» **Directions**: Find out how many lines of the listing below include "SOUTHBRIDGE" and report only that number.

+ + + + +

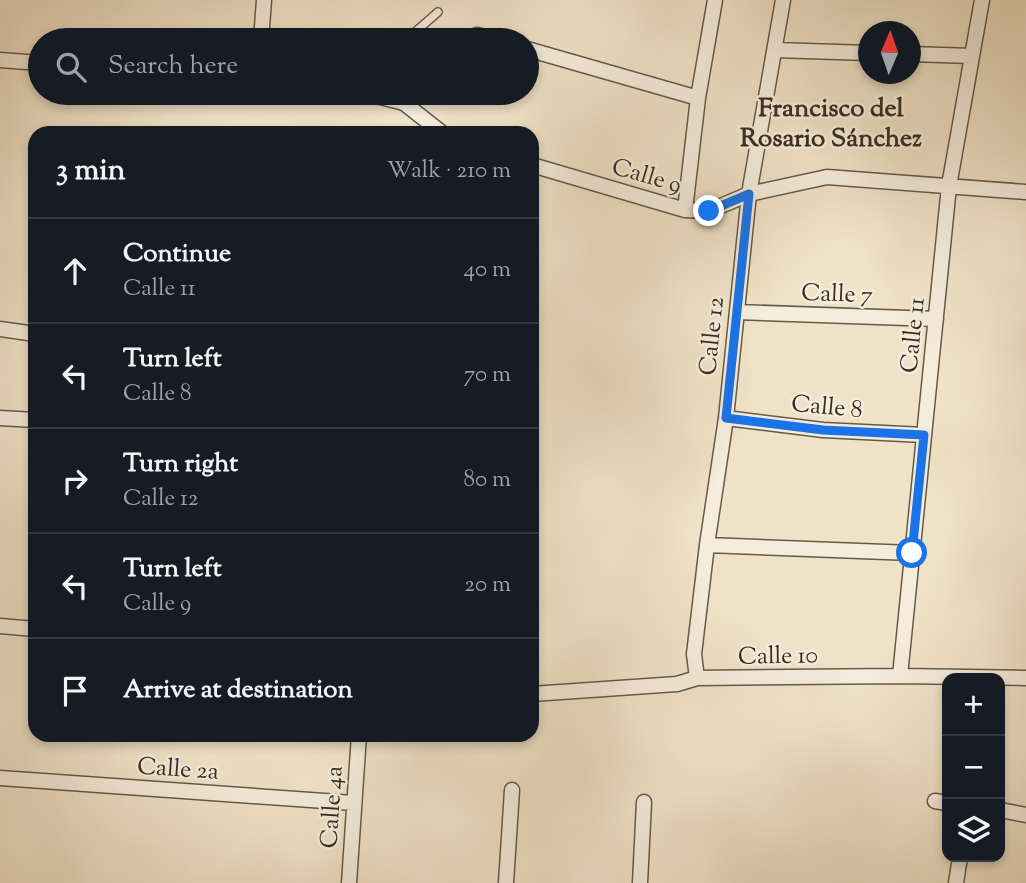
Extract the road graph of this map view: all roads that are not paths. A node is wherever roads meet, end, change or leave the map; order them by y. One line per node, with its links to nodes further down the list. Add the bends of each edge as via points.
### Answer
1 (264, 0): 6 (street)
2 (715, 0): 15 (street)
3 (783, 0): 8 (street, Calle 12)
4 (982, 0): 12 (street, Calle 11)
5 (438, 12): 7 (lane)
6 (262, 28)
7 (420, 28)
8 (775, 50): 10 (street); 21 (street, Calle 12)
9 (539, 52): 15 (street)
10 (858, 53)
11 (921, 54): 12 (street)
12 (971, 56): 19 (street, Calle 11)
13 (0, 60): 14 (street)
14 (28, 62)
15 (698, 98): 22 (street)
16 (407, 105): 17 (street)
17 (433, 126)
18 (539, 167): 22 (street, Calle 9)
19 (949, 186): 20 (street, Calle 9); 21 (street, Calle 9, via 827,177); 24 (street, Calle 11)
20 (1026, 192)
21 (749, 194): 22 (street, Calle 9, via 709,211); 23 (street, Calle 12)
22 (685, 210)
23 (737, 312): 24 (street, Calle 7); 28 (street, Calle 12)
24 (936, 319): 30 (street, Calle 11)
25 (0, 329): 26 (street)
26 (28, 333)
27 (0, 418): 29 (street)
28 (726, 418): 30 (street, Calle 8, via 823,430); 31 (street, Calle 12)
29 (28, 420)
30 (924, 435): 32 (street, Calle 11)
31 (707, 545): 32 (street); 36 (street, Calle 12, via 694,654)
32 (912, 553): 35 (street, Calle 11)
33 (0, 626): 34 (street)
34 (28, 628)
35 (901, 676): 36 (street, Calle 10); 37 (street, Calle 10)
36 (697, 678): 38 (street, Calle 10, via 677,684)
37 (1026, 678)
38 (539, 694)
39 (358, 742): 43 (street, Calle 4a)
40 (0, 778): 43 (street, Calle 2a)
41 (512, 790): 48 (street)
42 (644, 802): 49 (street)
43 (353, 803): 47 (street, Calle 4a)
44 (1005, 811): 45 (street)
45 (1026, 815)
46 (959, 862): 50 (street)
47 (349, 883)
48 (506, 883)
49 (640, 883)
50 (956, 883)

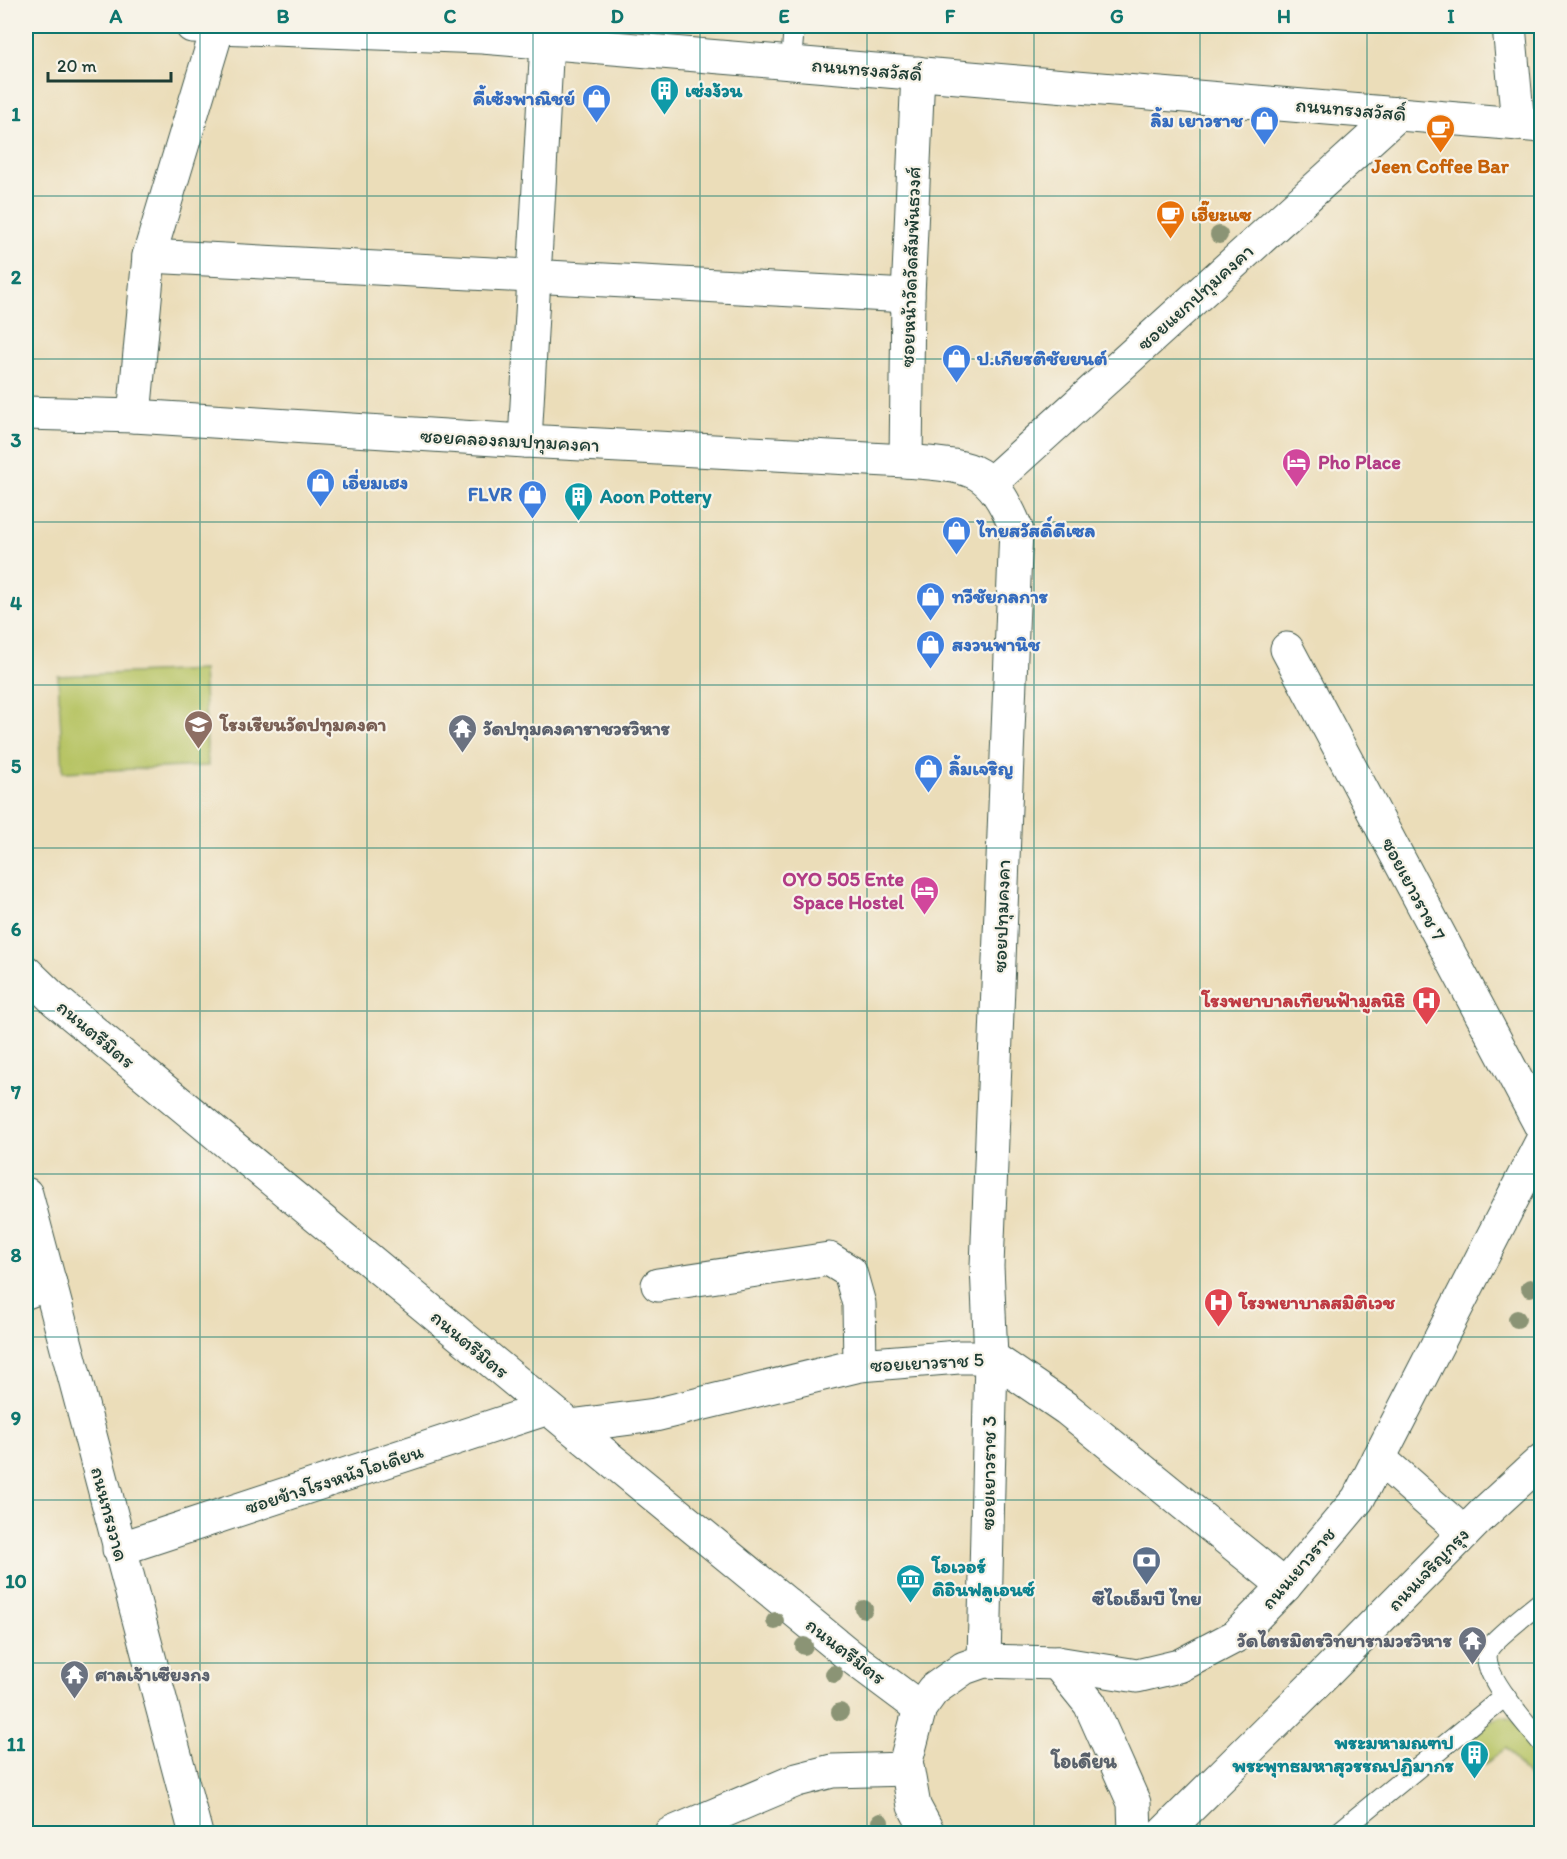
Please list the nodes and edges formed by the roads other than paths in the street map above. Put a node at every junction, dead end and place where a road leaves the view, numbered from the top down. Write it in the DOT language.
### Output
graph roads {
  1 [pos="205,26"];
  2 [pos="794,26"];
  3 [pos="1509,26"];
  4 [pos="482,31"];
  5 [pos="547,42"];
  6 [pos="791,63"];
  7 [pos="918,73"];
  8 [pos="1399,113"];
  9 [pos="1530,125"];
  10 [pos="149,256"];
  11 [pos="533,277"];
  12 [pos="908,296"];
  13 [pos="26,413"];
  14 [pos="134,416"];
  15 [pos="525,441"];
  16 [pos="906,461"];
  17 [pos="991,483"];
  18 [pos="1287,649"];
  19 [pos="26,972"];
  20 [pos="1542,1128"];
  21 [pos="1542,1141"];
  22 [pos="26,1194"];
  23 [pos="658,1285"];
  24 [pos="38,1287"];
  25 [pos="991,1357"];
  26 [pos="860,1365"];
  27 [pos="559,1417"];
  28 [pos="1379,1458"];
  29 [pos="1542,1460"];
  30 [pos="1464,1533"];
  31 [pos="119,1549"];
  32 [pos="1285,1586"];
  33 [pos="1542,1601"];
  34 [pos="984,1661"];
  35 [pos="1057,1663"];
  36 [pos="1505,1696"];
  37 [pos="920,1708"];
  38 [pos="1542,1743"];
  39 [pos="907,1768"];
  40 [pos="196,1833"];
  41 [pos="670,1833"];
  42 [pos="928,1833"];
  43 [pos="1135,1833"];
  44 [pos="1163,1833"];
  45 [pos="1337,1833"];
  1 -- 4 [label="street, ถนนทรงสวัสดิ์"];
  1 -- 10 [label="street"];
  2 -- 6 [label="lane"];
  3 -- 9 [label="street"];
  4 -- 5 [label="street, ถนนทรงสวัสดิ์"];
  5 -- 6 [label="street, ถนนทรงสวัสดิ์"];
  5 -- 11 [label="street"];
  6 -- 7 [label="street, ถนนทรงสวัสดิ์"];
  7 -- 8 [label="street, ถนนทรงสวัสดิ์"];
  7 -- 12 [label="street, ซอยหน้าวัดวัดสัมพันธวงศ์"];
  8 -- 9 [label="street, ถนนทรงสวัสดิ์"];
  8 -- 17 [label="street, ซอยแยกปทุมคงคา"];
  10 -- 11 [label="street"];
  10 -- 14 [label="street"];
  11 -- 12 [label="street"];
  11 -- 15 [label="street"];
  12 -- 16 [label="street, ซอยหน้าวัดวัดสัมพันธวงศ์"];
  13 -- 14 [label="street, ซอยคลองถมปทุมคงคา"];
  14 -- 15 [label="street, ซอยคลองถมปทุมคงคา"];
  15 -- 16 [label="street, ซอยคลองถมปทุมคงคา"];
  16 -- 17 [label="street, ซอยคลองถมปทุมคงคา"];
  17 -- 25 [label="street, ซอยปทุมคงคา"];
  18 -- 20 [label="street, ซอยเยาวราช 7"];
  19 -- 27 [label="street, ถนนตรีมิตร"];
  21 -- 28 [label="street, ถนนเยาวราช"];
  22 -- 24 [label="street, ถนนทรงวาด"];
  23 -- 26 [label="street"];
  24 -- 31 [label="street, ถนนทรงวาด"];
  25 -- 26 [label="street, ซอยเยาวราช 5"];
  25 -- 32 [label="street, ซอยเยาวราช 5"];
  25 -- 34 [label="street, ซอยเยาวราช 3"];
  26 -- 27 [label="street, ซอยเยาวราช 5"];
  27 -- 31 [label="street, ซอยข้างโรงหนังโอเดียน"];
  27 -- 37 [label="street, ถนนตรีมิตร"];
  28 -- 30 [label="street"];
  28 -- 32 [label="street, ถนนเยาวราช"];
  29 -- 30 [label="street, ถนนเจริญกรุง"];
  30 -- 44 [label="street, ถนนเจริญกรุง"];
  31 -- 40 [label="street, ถนนทรงวาด"];
  32 -- 35 [label="street, ถนนเยาวราช"];
  33 -- 36 [label="lane"];
  34 -- 35 [label="street, ถนนเยาวราช"];
  34 -- 37 [label="street, ถนนเยาวราช"];
  35 -- 43 [label="street"];
  36 -- 38 [label="lane"];
  36 -- 45 [label="lane"];
  37 -- 39 [label="street, ถนนเยาวราช"];
  39 -- 41 [label="street"];
  39 -- 42 [label="street, ถนนเยาวราช"];
}
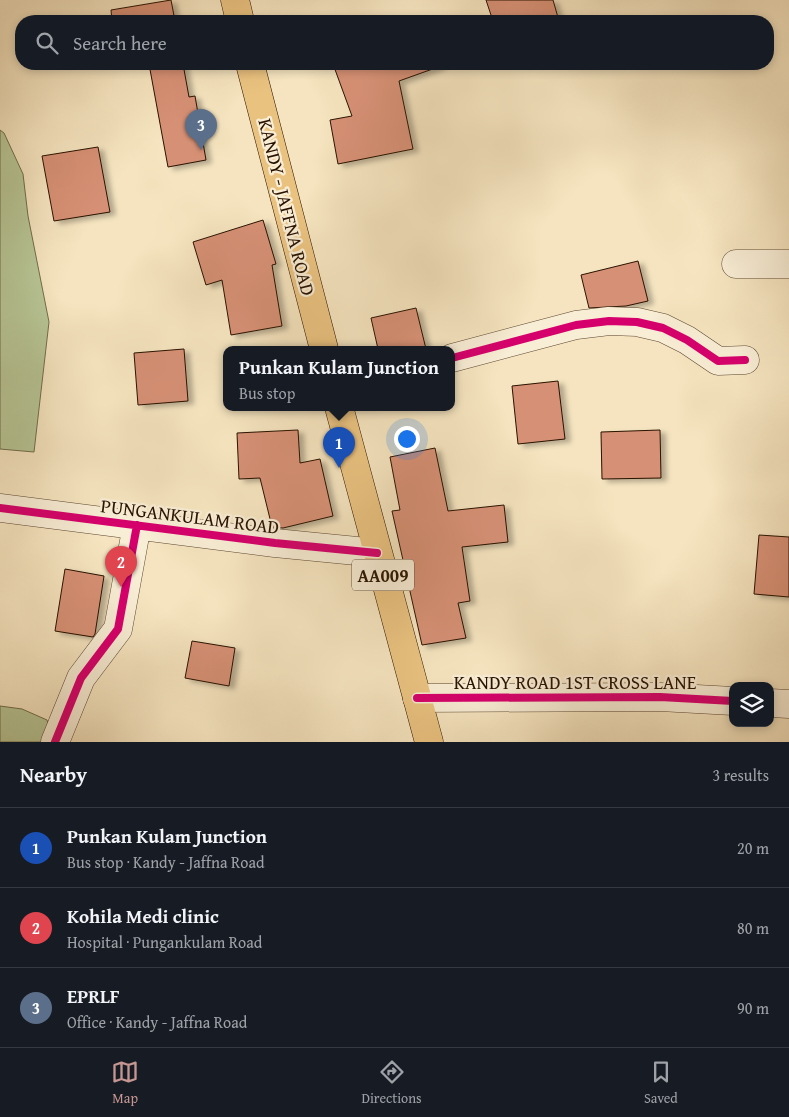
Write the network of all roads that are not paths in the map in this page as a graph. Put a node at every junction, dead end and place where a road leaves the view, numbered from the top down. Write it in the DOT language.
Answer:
graph roads {
  1 [pos="252,70"];
  2 [pos="736,264"];
  3 [pos="789,264"];
  4 [pos="323,346"];
  5 [pos="455,357"];
  6 [pos="744,360"];
  7 [pos="340,411"];
  8 [pos="0,508"];
  9 [pos="137,525"];
  10 [pos="377,553"];
  11 [pos="417,698"];
  12 [pos="729,701"];
  13 [pos="774,703"];
  14 [pos="789,704"];
  15 [pos="54,742"];
  16 [pos="429,742"];
  1 -- 4 [label="highway, KANDY - JAFFNA ROAD"];
  2 -- 3 [label="street"];
  5 -- 6 [label="street"];
  7 -- 10 [label="highway, AA009"];
  8 -- 9 [label="street, PUNGANKULAM ROAD"];
  9 -- 10 [label="street, PUNGANKULAM ROAD"];
  9 -- 15 [label="street"];
  10 -- 11 [label="highway, AA009"];
  11 -- 12 [label="street, KANDY ROAD 1ST CROSS LANE"];
  11 -- 16 [label="highway, AA009"];
  13 -- 14 [label="street"];
}
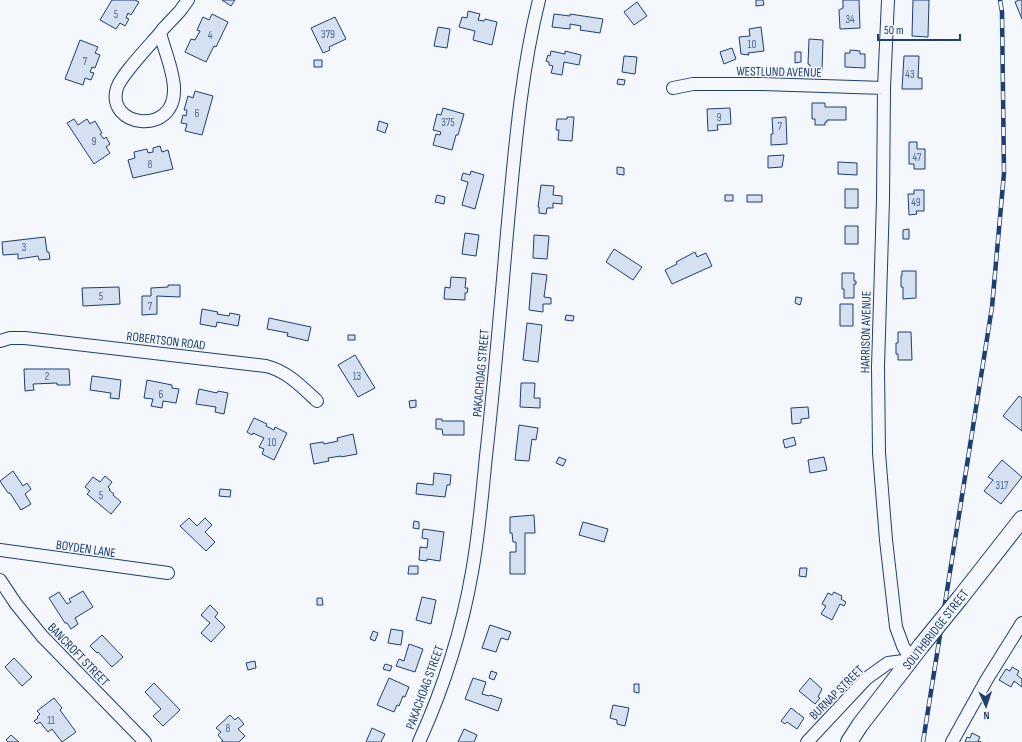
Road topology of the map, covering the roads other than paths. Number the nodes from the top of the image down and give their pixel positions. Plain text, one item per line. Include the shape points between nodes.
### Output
1 (188, 0) edge
2 (538, 0) edge
3 (888, 0) edge
4 (160, 33) junction
5 (673, 88) dead end
6 (884, 88) junction
7 (0, 341) edge
8 (317, 402) dead end
9 (1022, 519) edge
10 (0, 550) edge
11 (168, 573) dead end
12 (0, 580) edge
13 (1022, 622) edge
14 (911, 660) junction
15 (145, 742) edge
16 (419, 742) edge
17 (807, 742) edge
18 (849, 742) edge
19 (952, 742) edge

1 - 4 street
2 - 16 street, PAKACHOAG STREET via 512,172 491,412 472,572 448,666
3 - 6 street, HARRISON AVENUE
4 - 4 street via 124,75 116,89 120,110 136,121 158,118 170,107 173,100 173,76
5 - 6 street, WESTLUND AVENUE via 708,84
6 - 14 street, HARRISON AVENUE via 878,372 879,453 896,627
7 - 8 street, ROBERTSON ROAD via 25,338 266,366 288,375
9 - 14 main road, SOUTHBRIDGE STREET, bridge
10 - 11 street, BOYDEN LANE
12 - 15 street, BANCROFT STREET via 33,626
13 - 19 street
14 - 17 street, BURNAP STREET via 888,663 867,678
14 - 18 main road, SOUTHBRIDGE STREET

+ + + + +

» **Written response**: 2